Spring beans warrant place in rotation

Spring beans have earned their place on Edrington Mains Farm near Berwick-on- Tweed, having produced consistent yields across a range of seasons.

The need for a good spring break crop which helps to maximise first wheats and decrease the amount of oilseed rape in the rotation are two key reasons for Jim Macfarlane’s loyalty to the crop.

“We want to keep oilseed rape out of the rotation as much as possible to avoid infection such as club root taking hold. We are farming for the long-term here and having rape in the rotation any closer than one year in five is not desirable, ideally we would only want to include rape one in every seven years,” he says.

“The heavy soils on the farm suit beans and having a crop which fixes its own nitrogen and leaves a legacy for the following wheat crop can only be a good thing, as this is our priority crop.”

Mr Macfarlane is farm manager for Michael Thornhill at Edrington Mains Farm, near Foulden and has been growing seed bean crops for McCreath, Simpson & Prentice (MSP) Agriculture for several years now.

His spring bean variety choice is Babylon- one of the beans with the highest yield potential. “This has proved to be a really consistent yielder across several very different seasons, and although on paper it is not the highest yielder we have seen the variety yield on a par with Fuego over the last few seasons, yielding on average about 5t/ha.”

“Despite having had some challenging weather patterns in recent seasons, with last year’s very wet spring and very dry summers being particularly testing, the variety appeared to compensate for this and our average for the 2013 harvest was 5.4t/ha,” he reveals

“Growing the right variety is critical to the whole farm management and this is where Babylon fits the bill with its early ripening – earlier ripening than Fuego.”

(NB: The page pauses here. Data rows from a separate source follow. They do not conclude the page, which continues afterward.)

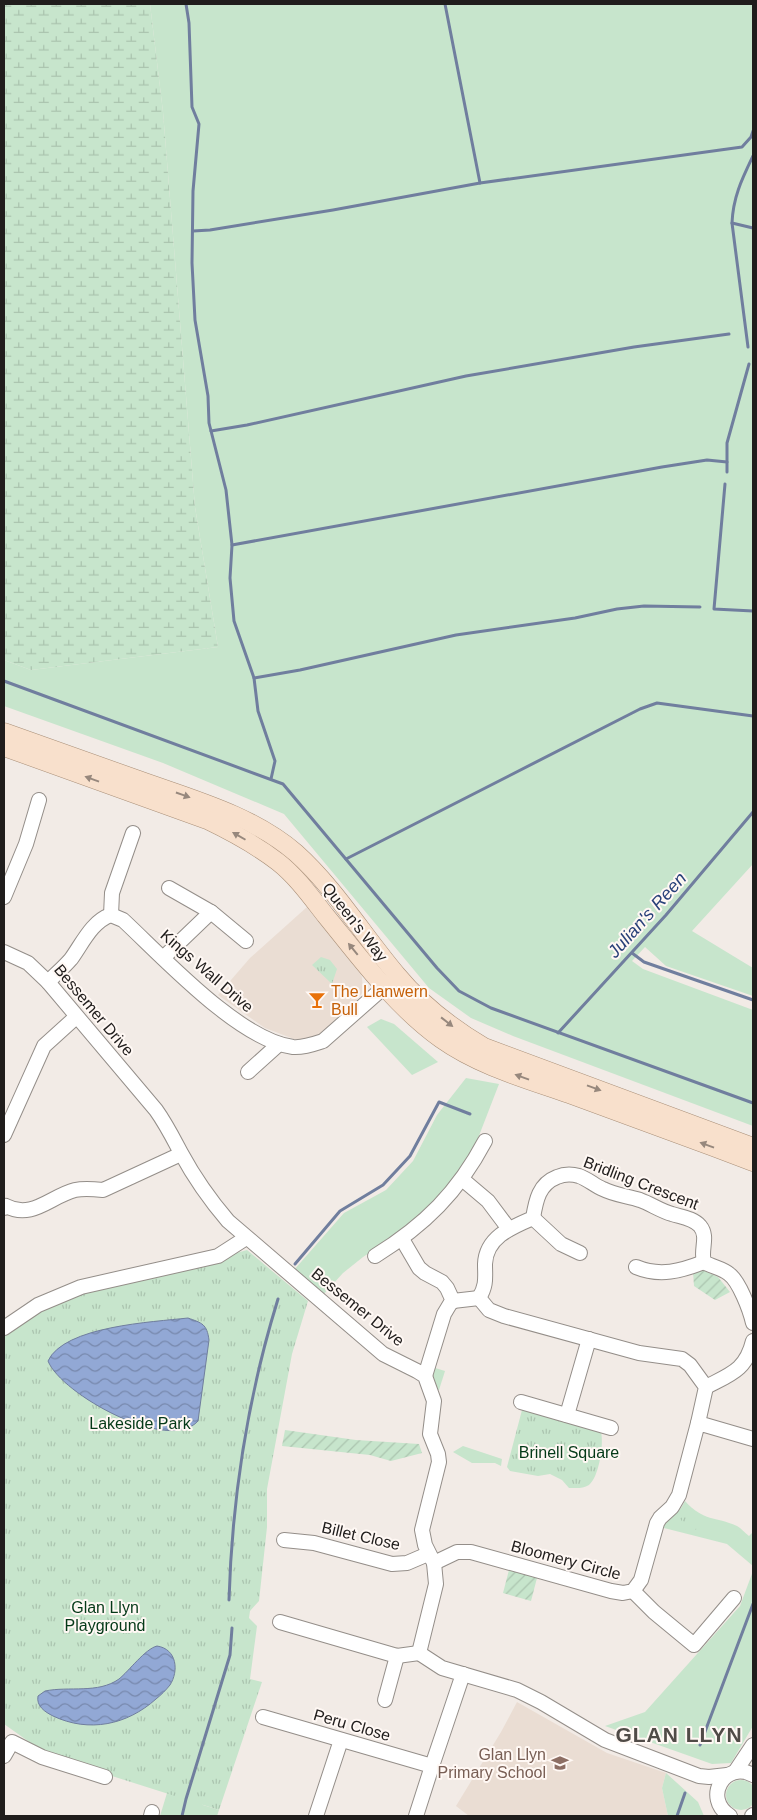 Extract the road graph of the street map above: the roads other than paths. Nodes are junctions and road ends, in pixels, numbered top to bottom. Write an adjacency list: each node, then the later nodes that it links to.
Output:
1 (4, 732): 13 (main road, Queen's Way, one-way to 13)
2 (4, 747): 13 (main road, Queen's Way, one-way to 2)
3 (39, 800): 6 (street)
4 (133, 833): 8 (street)
5 (169, 888): 7 (street)
6 (4, 897)
7 (211, 912): 9 (street); 11 (street)
8 (111, 915): 11 (street, Kings Wall Drive); 12 (street)
9 (246, 941)
10 (4, 952): 12 (street, Bessemer Drive)
11 (163, 958): 15 (street, Kings Wall Drive)
12 (48, 982): 14 (street, Bessemer Drive)
13 (391, 982): 15 (street, Kings Wall Drive); 19 (main road, Queen's Way, one-way to 19); 21 (main road, Queen's Way, one-way to 13)
14 (76, 1017): 17 (street); 20 (street, Bessemer Drive)
15 (279, 1044): 16 (street)
16 (248, 1072)
17 (4, 1134)
18 (485, 1141): 22 (street)
19 (753, 1147)
20 (181, 1154): 23 (street); 26 (street, Bessemer Drive)
21 (753, 1162)
22 (462, 1179): 25 (street); 27 (street)
23 (5, 1206)
24 (533, 1218): 25 (street); 28 (street); 30 (street, Bridling Crescent)
25 (509, 1229): 32 (street)
26 (246, 1238): 36 (street); 39 (street, Bessemer Drive)
27 (402, 1239): 29 (street); 33 (street)
28 (580, 1253)
29 (376, 1256)
30 (704, 1262): 31 (street); 34 (street)
31 (636, 1267)
32 (479, 1298): 33 (street); 37 (street)
33 (453, 1301): 39 (street)
34 (750, 1303): 35 (street)
35 (753, 1323)
36 (4, 1328)
37 (588, 1339): 40 (street); 42 (street)
38 (753, 1341): 40 (street)
39 (425, 1376): 47 (street)
40 (706, 1387): 43 (street)
41 (521, 1402): 42 (street)
42 (567, 1415): 44 (street)
43 (698, 1423): 45 (street); 48 (street, Bloomery Circle)
44 (611, 1428)
45 (753, 1439)
46 (284, 1540): 47 (street, Billet Close)
47 (431, 1558): 48 (street, Bloomery Circle); 51 (street)
48 (633, 1591): 49 (street)
49 (734, 1598)
50 (280, 1622): 52 (street)
51 (419, 1653): 52 (street); 53 (street)
52 (397, 1656): 54 (street)
53 (463, 1674): 60 (street); 63 (street)
54 (384, 1700)
55 (263, 1717): 57 (street, Peru Close)
56 (8, 1739): 59 (street); 64 (street)
57 (341, 1740): 60 (street, Peru Close); 66 (street)
58 (753, 1745): 61 (street)
59 (4, 1756)
60 (432, 1766): 67 (street)
61 (731, 1773): 62 (street); 63 (street); 65 (street)
62 (753, 1775)
63 (699, 1776): 65 (street)
64 (105, 1777)
65 (719, 1806): 68 (street)
66 (316, 1816)
67 (416, 1816)
68 (730, 1816)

Vigour in the spring is also important as conditions can be pretty harsh, and agronomically the variety has to stack up. “Babylon has proved itself to be a good all round variety; it has robust disease resistance particularly to downy mildew, and Babylon’s short and stiff straw is what we are after. In the field, Babylon holds the pods off the ground well – certainly better than Fuego – and this makes harvesting easier and more efficient.”

This year Mr Macfarlane will include the crop once again in his spring cropping – he plans to drill around 20ha’s which will go as seed to MSP Agriculture. For seed merchant Paul Huntley, this is good news. “It is important for us to have the confidence to supply varieties that we know will perform consistently in the local conditions and we have seen this time and again with Babylon.”

“As well as this the product has to have a viable market and beans have held their value in the market, and the sample quality from Babylon is every bit as marketable as larger bean varieties such as Fuego; the pale hilum types still tick the boxes for the human consumption markets.”